There’s still a noticeable gap in valuation expectations between buyers and sellers. International investors typically apply more conservative risk discounts, primarily due to regulatory changes, currency volatility, and execution risks in emerging markets.
On the other hand, local sellers, for example, government entities, often approach valuations differently. They typically rely on historical performance and recent growth trends, and may even seek “acquisition premiums.” This is essentially the additional cost a buyer pays above a target company’s current fair market value to acquire a controlling stake.
To close this gap, we’re increasingly seeing more sophisticated deal structures come into play, including earn-outs, staged payments, and joint-venture arrangements that better align risk and reward for both sides.
Beyond valuation, regulatory approval remains the primary hurdle for execution. The timeline often depends on the depth of due diligence and post-signing integration requirements. Other challenges include currency risk, the dominance of state-owned enterprises (SOEs), and data transparency in certain sectors. These obstacles are real, but with the right advisory and local knowledge, they’re entirely manageable.
Q. After a deal is signed, where are investors typically finding the most value? What are the first operational or strategic changes they make?

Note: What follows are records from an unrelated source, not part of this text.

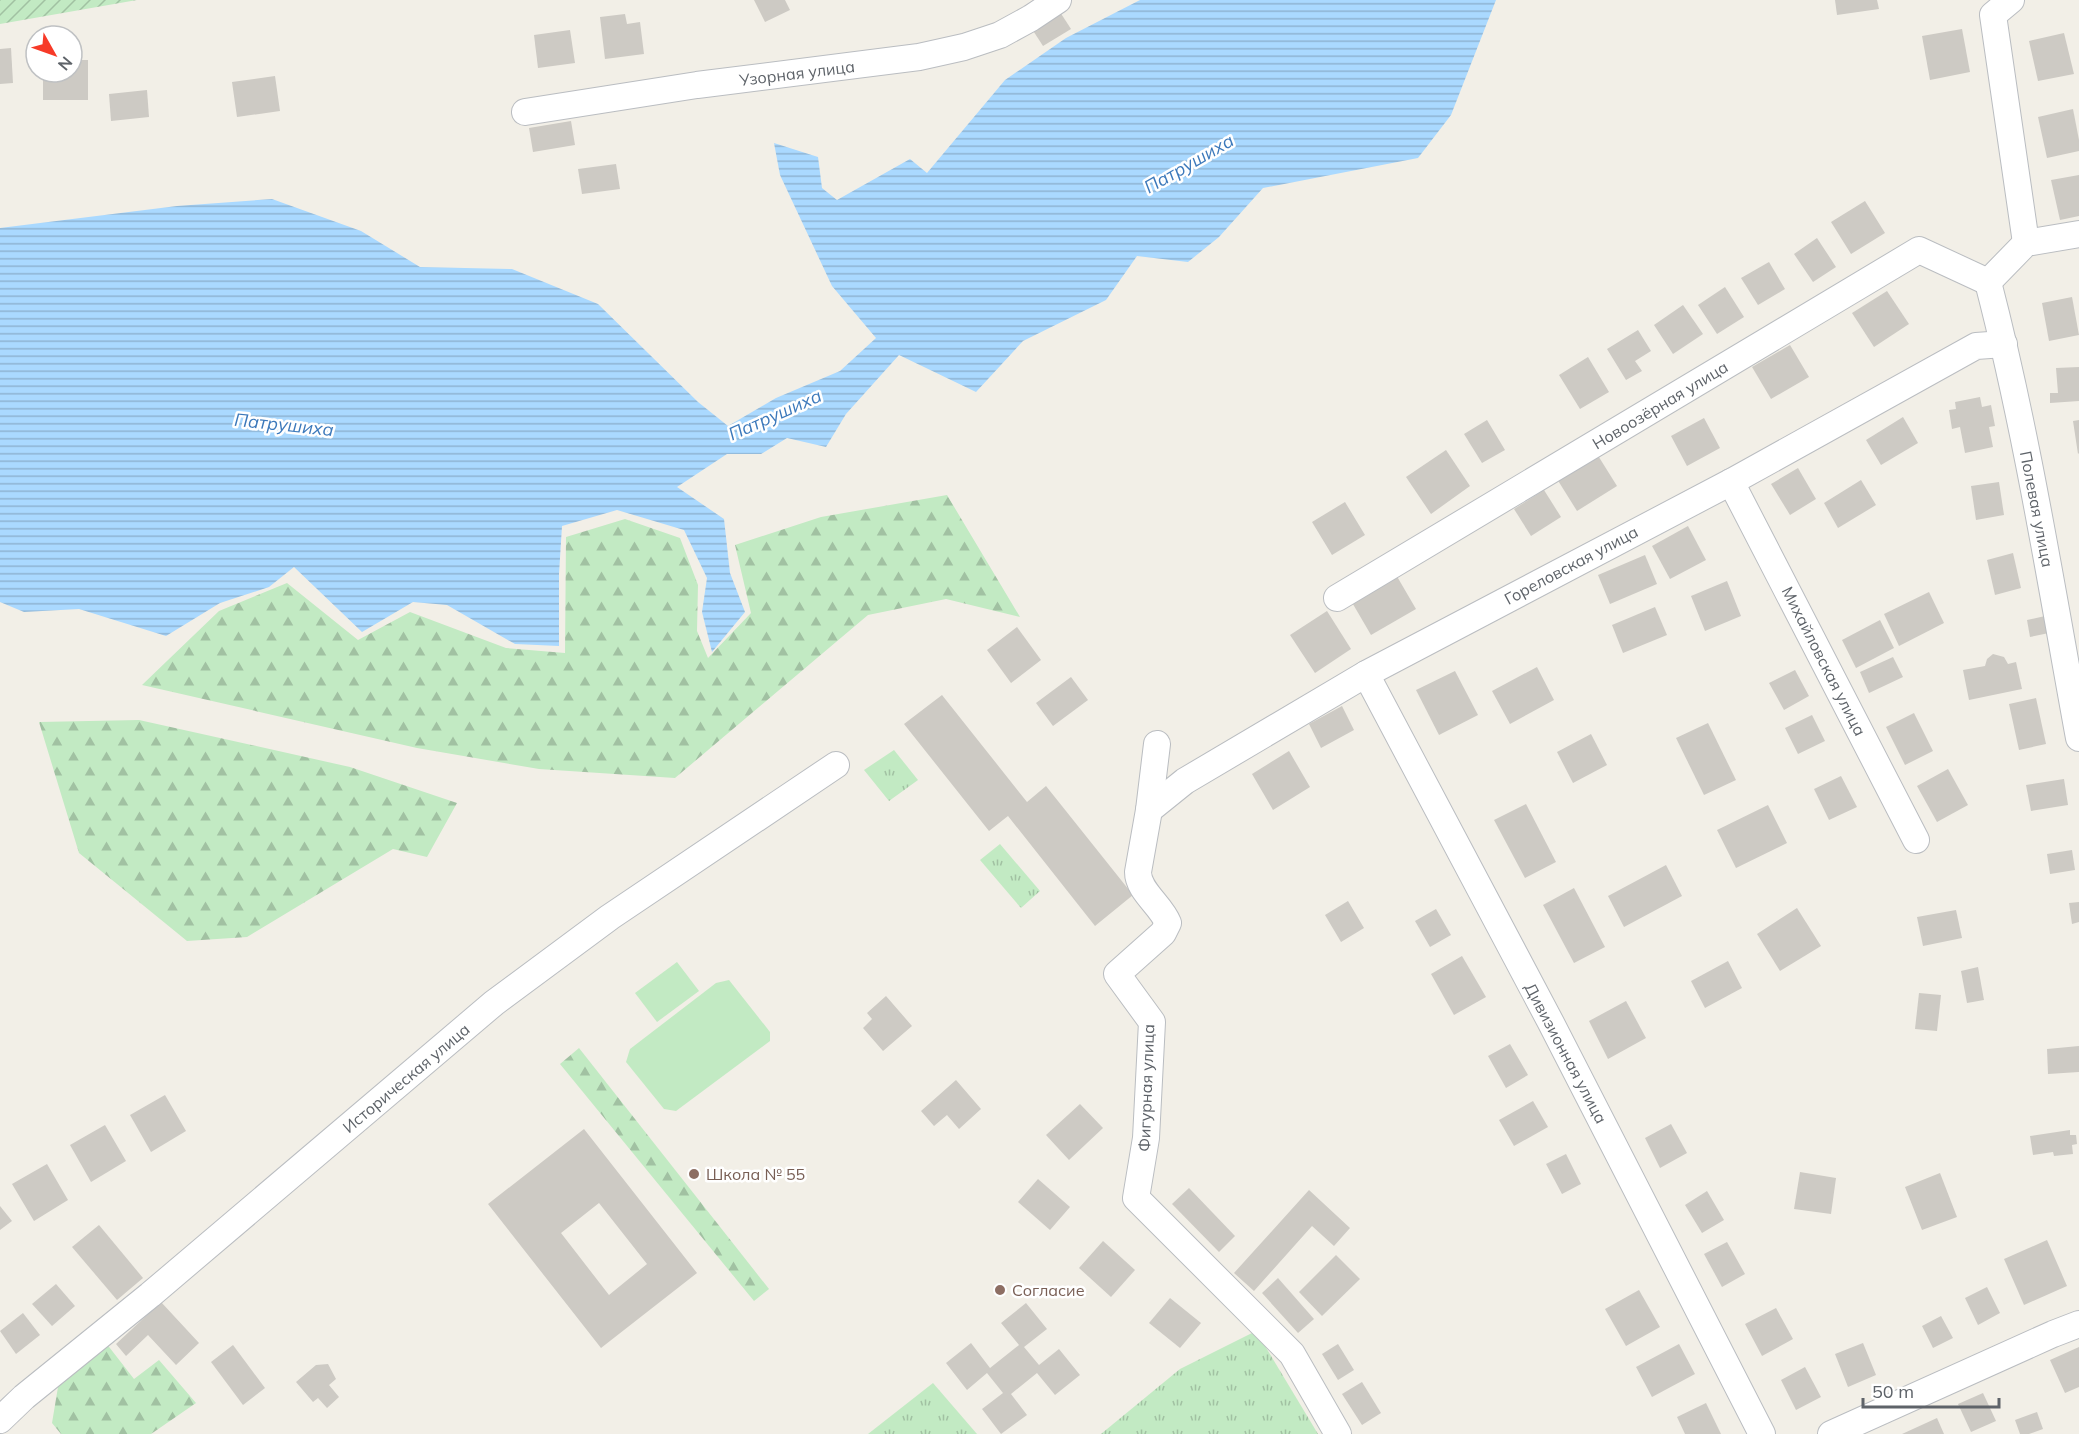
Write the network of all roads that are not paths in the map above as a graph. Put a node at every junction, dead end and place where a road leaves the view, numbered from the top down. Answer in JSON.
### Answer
{"nodes":[{"id":1,"x":1058,"y":0,"type":"edge"},
{"id":2,"x":2011,"y":0,"type":"edge"},
{"id":3,"x":525,"y":112,"type":"dead end"},
{"id":4,"x":2079,"y":234,"type":"edge"},
{"id":5,"x":2026,"y":243,"type":"junction"},
{"id":6,"x":1988,"y":282,"type":"junction"},
{"id":7,"x":2004,"y":344,"type":"junction"},
{"id":8,"x":1731,"y":482,"type":"junction"},
{"id":9,"x":1337,"y":598,"type":"dead end"},
{"id":10,"x":1366,"y":674,"type":"junction"},
{"id":11,"x":2079,"y":738,"type":"edge"},
{"id":12,"x":1157,"y":744,"type":"dead end"},
{"id":13,"x":836,"y":765,"type":"dead end"},
{"id":14,"x":1149,"y":810,"type":"junction"},
{"id":15,"x":1916,"y":840,"type":"dead end"},
{"id":16,"x":2079,"y":1324,"type":"edge"},
{"id":17,"x":0,"y":1420,"type":"edge"},
{"id":18,"x":1338,"y":1434,"type":"edge"},
{"id":19,"x":1762,"y":1434,"type":"edge"},
{"id":20,"x":1831,"y":1434,"type":"edge"}],
"edges":[{"from":1,"to":3,"type":"street","name":"Узорная улица"},
{"from":2,"to":5,"type":"street"},
{"from":4,"to":5,"type":"street"},
{"from":5,"to":6,"type":"street"},
{"from":6,"to":7,"type":"street","name":"Полевая улица"},
{"from":6,"to":9,"type":"street","name":"Новоозёрная улица"},
{"from":7,"to":8,"type":"street","name":"Гореловская улица"},
{"from":7,"to":11,"type":"street","name":"Полевая улица"},
{"from":8,"to":10,"type":"street","name":"Гореловская улица"},
{"from":8,"to":15,"type":"street","name":"Михайловская улица"},
{"from":10,"to":14,"type":"street","name":"Гореловская улица"},
{"from":10,"to":19,"type":"street","name":"Дивизионная улица"},
{"from":12,"to":14,"type":"street","name":"Фигурная улица"},
{"from":13,"to":17,"type":"street","name":"Историческая улица"},
{"from":14,"to":18,"type":"street","name":"Фигурная улица"},
{"from":16,"to":20,"type":"street"}]}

Investors find the most immediate value in operational optimization, digital transformation, and “strategic repositioning.” This often involves using an Uzbek or Kazakh asset as a regional base to facilitate growth into neighboring countries.
When an international investor enters, their first move is usually an “ESG upgrade” and a shift toward global governance best practices. By investing upfront in areas like ESG, IFRS compliant financial reporting, and transparent governance, companies gain a competitive advantage. These measures not only strengthen internal operations, but also reposition companies from purely local players into internationally investable assets.
Q. What will define the next wave of M&A in Central Asia, and which sectors or deal types will drive it?
The next wave of M&A will be defined by the energy transition as companies shift toward renewable sources, alongside a growing focus on critical mineral security. This is essential for ensuring a sustainable supply of materials vital to national defense and modern technology.
Alongside this, we expect further activity in digital infrastructure, particularly around AI and data centers, as demand for computing power and secure data ecosystems continues to grow.
In the tech and fintech spaces, I anticipate rapid growth backed by VC scaling, while in the mining sector, strategic acquisitions will be driven by supply chain security.
Finally, “corridor-related” assets, such as logistics and manufacturing hubs along the region’s new trade routes, will be a major driver of M&A activity.